_Assigned task_. In the listing below, locate the line containing "pinky mcp: (593, 472)" and the line containing "wrist: (54, 1018)". Output both of them and every line between, exactly as written, and nothing more.

### Information shown ###

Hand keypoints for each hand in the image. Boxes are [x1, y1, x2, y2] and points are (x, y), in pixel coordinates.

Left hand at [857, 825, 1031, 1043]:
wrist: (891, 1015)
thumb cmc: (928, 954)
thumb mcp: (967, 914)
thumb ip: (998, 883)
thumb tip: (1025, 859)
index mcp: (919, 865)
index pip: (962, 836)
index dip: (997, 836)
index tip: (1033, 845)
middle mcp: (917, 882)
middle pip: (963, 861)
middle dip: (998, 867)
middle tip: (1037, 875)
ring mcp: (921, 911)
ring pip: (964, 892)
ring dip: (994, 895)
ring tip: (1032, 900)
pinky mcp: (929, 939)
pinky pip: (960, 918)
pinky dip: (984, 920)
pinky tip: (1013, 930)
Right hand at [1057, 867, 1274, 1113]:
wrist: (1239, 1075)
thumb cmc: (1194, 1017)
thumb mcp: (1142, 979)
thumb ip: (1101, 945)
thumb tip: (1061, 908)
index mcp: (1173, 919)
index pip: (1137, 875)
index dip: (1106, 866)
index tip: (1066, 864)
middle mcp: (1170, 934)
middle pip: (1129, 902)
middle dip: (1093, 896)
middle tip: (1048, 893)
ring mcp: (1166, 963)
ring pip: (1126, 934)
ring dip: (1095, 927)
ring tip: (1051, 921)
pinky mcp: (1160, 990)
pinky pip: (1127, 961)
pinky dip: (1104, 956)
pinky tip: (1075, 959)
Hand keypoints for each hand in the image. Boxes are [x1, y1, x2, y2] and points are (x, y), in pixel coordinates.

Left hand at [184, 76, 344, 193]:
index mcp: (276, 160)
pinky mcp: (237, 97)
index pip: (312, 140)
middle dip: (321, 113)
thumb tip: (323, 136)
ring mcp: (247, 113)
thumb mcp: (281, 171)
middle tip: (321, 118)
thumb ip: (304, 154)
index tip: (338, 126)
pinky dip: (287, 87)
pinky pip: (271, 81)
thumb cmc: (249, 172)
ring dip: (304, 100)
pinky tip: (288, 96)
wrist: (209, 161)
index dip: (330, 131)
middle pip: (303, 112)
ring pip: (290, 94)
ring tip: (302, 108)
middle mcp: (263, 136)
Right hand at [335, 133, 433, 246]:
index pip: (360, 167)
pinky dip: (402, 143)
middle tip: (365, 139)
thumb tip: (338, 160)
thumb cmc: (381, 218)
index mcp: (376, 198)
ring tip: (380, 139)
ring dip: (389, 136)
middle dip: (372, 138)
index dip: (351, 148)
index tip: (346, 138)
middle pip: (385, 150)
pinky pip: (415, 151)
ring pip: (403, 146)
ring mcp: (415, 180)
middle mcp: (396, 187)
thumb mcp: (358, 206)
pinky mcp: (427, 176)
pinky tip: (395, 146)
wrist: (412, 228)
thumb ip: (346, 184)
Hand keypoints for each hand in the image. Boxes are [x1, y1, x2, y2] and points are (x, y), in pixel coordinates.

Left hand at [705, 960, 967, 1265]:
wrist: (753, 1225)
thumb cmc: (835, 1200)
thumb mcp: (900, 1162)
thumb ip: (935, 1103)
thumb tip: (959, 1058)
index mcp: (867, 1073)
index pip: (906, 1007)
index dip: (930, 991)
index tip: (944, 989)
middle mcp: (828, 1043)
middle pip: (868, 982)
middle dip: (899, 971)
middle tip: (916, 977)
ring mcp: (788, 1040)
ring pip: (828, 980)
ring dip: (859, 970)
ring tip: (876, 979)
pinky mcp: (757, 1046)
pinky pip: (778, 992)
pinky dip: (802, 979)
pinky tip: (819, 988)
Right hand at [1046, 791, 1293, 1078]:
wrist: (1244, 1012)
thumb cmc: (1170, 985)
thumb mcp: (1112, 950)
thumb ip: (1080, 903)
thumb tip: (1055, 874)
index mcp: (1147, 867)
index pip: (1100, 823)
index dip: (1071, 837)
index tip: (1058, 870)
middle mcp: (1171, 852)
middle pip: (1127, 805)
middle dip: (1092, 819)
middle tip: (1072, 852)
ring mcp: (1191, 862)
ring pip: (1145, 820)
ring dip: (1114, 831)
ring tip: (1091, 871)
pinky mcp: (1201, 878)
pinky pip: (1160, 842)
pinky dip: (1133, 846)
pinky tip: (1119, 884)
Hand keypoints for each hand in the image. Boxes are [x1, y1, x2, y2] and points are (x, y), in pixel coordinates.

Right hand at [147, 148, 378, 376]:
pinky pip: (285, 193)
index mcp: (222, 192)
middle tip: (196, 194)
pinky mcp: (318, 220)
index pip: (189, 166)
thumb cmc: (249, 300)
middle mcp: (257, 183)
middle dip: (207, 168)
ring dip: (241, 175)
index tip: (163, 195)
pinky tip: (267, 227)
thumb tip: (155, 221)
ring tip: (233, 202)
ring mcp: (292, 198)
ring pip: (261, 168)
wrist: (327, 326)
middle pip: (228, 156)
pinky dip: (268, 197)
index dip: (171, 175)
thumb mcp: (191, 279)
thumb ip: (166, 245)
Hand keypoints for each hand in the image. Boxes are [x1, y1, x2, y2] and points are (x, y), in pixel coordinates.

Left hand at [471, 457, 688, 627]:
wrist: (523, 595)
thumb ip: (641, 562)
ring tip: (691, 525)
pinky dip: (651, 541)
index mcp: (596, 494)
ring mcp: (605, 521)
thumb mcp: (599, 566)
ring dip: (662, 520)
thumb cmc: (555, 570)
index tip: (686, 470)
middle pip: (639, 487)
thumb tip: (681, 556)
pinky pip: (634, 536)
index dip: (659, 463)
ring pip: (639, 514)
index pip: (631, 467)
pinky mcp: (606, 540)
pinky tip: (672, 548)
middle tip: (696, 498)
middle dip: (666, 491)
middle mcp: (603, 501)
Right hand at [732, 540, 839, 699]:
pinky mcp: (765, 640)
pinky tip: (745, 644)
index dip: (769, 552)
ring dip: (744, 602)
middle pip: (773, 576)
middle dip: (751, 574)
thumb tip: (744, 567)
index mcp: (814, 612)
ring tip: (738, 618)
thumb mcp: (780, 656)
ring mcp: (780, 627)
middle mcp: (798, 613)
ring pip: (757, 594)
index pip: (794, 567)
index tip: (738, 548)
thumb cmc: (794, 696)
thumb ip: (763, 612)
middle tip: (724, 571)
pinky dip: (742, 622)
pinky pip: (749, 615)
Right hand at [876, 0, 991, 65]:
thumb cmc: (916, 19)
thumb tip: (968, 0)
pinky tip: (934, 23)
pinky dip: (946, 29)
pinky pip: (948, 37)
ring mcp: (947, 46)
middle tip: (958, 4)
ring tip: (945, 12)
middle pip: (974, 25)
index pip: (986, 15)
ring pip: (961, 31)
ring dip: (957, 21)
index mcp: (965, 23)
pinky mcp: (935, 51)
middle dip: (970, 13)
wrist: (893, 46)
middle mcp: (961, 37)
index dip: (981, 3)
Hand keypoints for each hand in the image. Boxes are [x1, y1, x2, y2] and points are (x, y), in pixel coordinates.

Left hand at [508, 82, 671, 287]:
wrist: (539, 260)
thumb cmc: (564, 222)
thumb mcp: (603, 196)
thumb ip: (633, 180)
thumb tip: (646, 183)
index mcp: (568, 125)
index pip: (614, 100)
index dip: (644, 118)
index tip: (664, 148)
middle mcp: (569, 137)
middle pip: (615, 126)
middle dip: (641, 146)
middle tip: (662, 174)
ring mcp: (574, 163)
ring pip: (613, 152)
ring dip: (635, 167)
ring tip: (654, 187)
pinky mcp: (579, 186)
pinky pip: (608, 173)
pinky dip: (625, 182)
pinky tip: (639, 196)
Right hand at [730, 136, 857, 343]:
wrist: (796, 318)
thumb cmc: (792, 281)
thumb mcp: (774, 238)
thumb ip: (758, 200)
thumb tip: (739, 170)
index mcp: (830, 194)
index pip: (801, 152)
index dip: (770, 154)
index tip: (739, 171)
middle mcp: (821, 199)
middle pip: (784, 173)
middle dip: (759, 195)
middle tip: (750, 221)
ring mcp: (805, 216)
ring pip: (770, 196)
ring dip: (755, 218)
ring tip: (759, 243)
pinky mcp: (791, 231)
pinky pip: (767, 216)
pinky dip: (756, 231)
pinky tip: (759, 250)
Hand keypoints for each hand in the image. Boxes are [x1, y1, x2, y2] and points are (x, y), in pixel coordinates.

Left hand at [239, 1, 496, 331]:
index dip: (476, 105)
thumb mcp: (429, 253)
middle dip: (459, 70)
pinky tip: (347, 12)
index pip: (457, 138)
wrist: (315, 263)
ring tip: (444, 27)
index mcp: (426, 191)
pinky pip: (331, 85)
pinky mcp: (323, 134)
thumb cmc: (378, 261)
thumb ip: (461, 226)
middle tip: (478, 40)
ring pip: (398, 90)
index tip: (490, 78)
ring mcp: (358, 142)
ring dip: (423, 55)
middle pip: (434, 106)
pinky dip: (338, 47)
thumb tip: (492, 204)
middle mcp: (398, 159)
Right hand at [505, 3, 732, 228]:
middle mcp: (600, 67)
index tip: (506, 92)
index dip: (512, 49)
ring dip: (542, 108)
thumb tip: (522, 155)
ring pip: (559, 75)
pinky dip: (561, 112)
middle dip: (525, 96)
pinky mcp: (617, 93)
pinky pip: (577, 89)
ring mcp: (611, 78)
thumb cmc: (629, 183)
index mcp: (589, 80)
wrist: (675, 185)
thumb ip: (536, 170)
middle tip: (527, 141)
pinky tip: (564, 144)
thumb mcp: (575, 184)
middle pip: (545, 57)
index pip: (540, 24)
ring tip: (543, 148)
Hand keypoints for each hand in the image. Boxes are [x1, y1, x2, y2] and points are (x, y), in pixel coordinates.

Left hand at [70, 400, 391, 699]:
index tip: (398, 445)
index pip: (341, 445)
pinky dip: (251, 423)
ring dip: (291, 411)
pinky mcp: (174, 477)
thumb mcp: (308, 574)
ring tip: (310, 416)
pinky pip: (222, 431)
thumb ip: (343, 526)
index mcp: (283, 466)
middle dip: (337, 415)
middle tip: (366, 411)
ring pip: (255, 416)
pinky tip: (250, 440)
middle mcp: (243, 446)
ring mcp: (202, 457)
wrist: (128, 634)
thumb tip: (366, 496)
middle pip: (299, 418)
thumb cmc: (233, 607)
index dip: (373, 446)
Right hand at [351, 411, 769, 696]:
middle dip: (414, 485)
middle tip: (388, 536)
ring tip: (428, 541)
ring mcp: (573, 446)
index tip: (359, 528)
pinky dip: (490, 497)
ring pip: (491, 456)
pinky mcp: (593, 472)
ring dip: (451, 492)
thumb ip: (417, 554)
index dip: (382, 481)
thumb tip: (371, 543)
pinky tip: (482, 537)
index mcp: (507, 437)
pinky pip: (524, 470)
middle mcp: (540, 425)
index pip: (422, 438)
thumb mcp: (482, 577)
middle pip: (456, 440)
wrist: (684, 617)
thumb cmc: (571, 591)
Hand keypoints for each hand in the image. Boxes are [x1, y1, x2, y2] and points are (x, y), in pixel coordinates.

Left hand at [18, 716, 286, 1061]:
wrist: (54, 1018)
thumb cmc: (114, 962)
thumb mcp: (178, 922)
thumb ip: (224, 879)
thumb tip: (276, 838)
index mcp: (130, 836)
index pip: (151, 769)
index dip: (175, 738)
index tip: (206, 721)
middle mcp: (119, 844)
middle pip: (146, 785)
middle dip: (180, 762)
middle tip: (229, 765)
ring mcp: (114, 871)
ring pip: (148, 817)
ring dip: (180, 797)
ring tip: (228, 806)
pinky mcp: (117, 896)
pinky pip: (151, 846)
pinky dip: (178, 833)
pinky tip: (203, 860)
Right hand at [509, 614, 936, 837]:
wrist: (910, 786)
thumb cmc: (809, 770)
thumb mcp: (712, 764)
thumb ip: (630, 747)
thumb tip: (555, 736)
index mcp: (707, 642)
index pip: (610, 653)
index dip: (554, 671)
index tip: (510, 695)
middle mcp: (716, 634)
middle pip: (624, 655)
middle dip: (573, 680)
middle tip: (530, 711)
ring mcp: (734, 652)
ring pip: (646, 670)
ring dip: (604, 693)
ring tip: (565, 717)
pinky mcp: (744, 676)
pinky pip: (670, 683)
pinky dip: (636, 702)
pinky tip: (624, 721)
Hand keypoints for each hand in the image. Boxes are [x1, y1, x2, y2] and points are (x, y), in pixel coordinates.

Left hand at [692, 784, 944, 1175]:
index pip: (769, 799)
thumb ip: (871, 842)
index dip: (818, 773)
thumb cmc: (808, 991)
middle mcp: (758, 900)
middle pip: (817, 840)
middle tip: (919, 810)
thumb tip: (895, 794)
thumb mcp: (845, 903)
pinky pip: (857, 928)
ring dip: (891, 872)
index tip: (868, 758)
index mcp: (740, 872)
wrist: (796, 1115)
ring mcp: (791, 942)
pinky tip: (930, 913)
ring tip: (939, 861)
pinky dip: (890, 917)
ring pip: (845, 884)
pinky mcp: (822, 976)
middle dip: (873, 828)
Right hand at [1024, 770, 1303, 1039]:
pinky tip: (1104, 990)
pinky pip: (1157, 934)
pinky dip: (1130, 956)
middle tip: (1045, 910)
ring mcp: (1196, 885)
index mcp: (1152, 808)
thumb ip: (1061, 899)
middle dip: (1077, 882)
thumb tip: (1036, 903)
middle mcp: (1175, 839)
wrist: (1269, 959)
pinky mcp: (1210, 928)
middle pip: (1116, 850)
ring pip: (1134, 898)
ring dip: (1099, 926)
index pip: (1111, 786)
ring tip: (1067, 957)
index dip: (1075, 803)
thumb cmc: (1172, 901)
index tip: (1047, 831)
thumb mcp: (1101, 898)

###

_Output below_.
pinky mcp: (593, 472)
ring dip: (451, 492)
thumb ip: (417, 554)
index dip: (382, 481)
thumb tip: (371, 543)
pinky tip: (482, 537)
index mcp: (507, 437)
pinky pip: (524, 470)
middle mcp: (540, 425)
index pip: (422, 438)
thumb mcp: (482, 577)
middle pip: (456, 440)
wrist: (684, 617)
thumb cmc: (571, 591)
Hand keypoints for each hand in the image. Boxes are [x1, y1, x2, y2] and points are (x, y), in pixel coordinates.

Left hand at [18, 716, 286, 1061]:
wrist: (54, 1018)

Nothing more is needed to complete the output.